Wednesday, February 01, 2012

Four factors that drive the need for innovation

Everyone, and I mean everyone, talks about innovation.  We've got CEOs, academic leaders, the President of the United States, talking about innovation.  It's clear everyone thinks that innovation is important.  The challenge with all of this talk of importance is that few people stop to define WHY innovation is important.  What's driving the need for more innovation?  We all seem to agree that more innovation and more frequent innovation is important, even necessary.  But are we to accept this as an article of faith?  Should we allow innovation consultants, elected officials and business leaders to tell us innovation is important, but not demonstrate the underlying reasons why innovation is increasingly so important?

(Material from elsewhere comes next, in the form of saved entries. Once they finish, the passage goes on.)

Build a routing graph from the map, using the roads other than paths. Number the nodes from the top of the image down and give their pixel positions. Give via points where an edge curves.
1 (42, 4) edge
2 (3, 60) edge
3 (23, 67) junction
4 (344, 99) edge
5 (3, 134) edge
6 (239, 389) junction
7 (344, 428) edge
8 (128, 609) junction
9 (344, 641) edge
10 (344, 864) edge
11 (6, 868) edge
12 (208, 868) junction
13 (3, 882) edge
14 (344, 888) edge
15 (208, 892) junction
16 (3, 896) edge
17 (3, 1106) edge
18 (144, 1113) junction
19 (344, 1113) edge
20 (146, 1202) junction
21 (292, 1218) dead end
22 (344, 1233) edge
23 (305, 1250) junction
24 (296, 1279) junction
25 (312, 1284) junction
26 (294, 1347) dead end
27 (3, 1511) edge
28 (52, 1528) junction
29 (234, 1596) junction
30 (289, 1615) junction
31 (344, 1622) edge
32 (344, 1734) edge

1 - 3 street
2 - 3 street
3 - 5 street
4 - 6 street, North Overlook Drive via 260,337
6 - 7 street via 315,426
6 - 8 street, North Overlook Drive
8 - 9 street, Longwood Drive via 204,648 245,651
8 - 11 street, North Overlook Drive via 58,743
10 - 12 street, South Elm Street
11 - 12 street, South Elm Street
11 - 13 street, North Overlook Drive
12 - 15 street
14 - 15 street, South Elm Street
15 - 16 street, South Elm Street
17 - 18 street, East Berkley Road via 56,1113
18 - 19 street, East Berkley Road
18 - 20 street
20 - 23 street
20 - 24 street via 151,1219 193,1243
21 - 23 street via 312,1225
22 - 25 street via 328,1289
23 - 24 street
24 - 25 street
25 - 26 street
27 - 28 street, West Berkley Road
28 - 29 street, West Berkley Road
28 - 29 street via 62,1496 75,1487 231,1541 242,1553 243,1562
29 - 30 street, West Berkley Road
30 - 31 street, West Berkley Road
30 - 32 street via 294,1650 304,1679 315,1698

Herewith, in a series of photos, I'll try to describe at least four factors that I think are driving the need for more innovation.  Given the time, I'm sure we can jointly come up with many more drivers, and you are welcome to add those in the comments section.  These are distinct factors yet intertwined and to some extent mutually reinforcing.

First Driver:  decreasing product life cycles, driven by increased competition, customer expectation, environmental shifts.





Used to be, in the dim, dark recesses of history, circa 1980, that a company could design, develop and commercialize a product and expect it to have a long useful life.  Those days, sadly, are over.  Many products, driven by expectations of lower cost, are less robust and less reliable.  We consumers are more willing to use something and throw it away rather than repair or recycle.  We have short attention spans and demand new capabilities from existing products.  The media leads us to new shiny objects and causes us to reject our existing products.  Whatever the reason, the expectation of long product cycles is a fallacy.  And as product life cycles shorten, firms must engage in discovering new needs and generating new ideas for new products far more often than they did previously.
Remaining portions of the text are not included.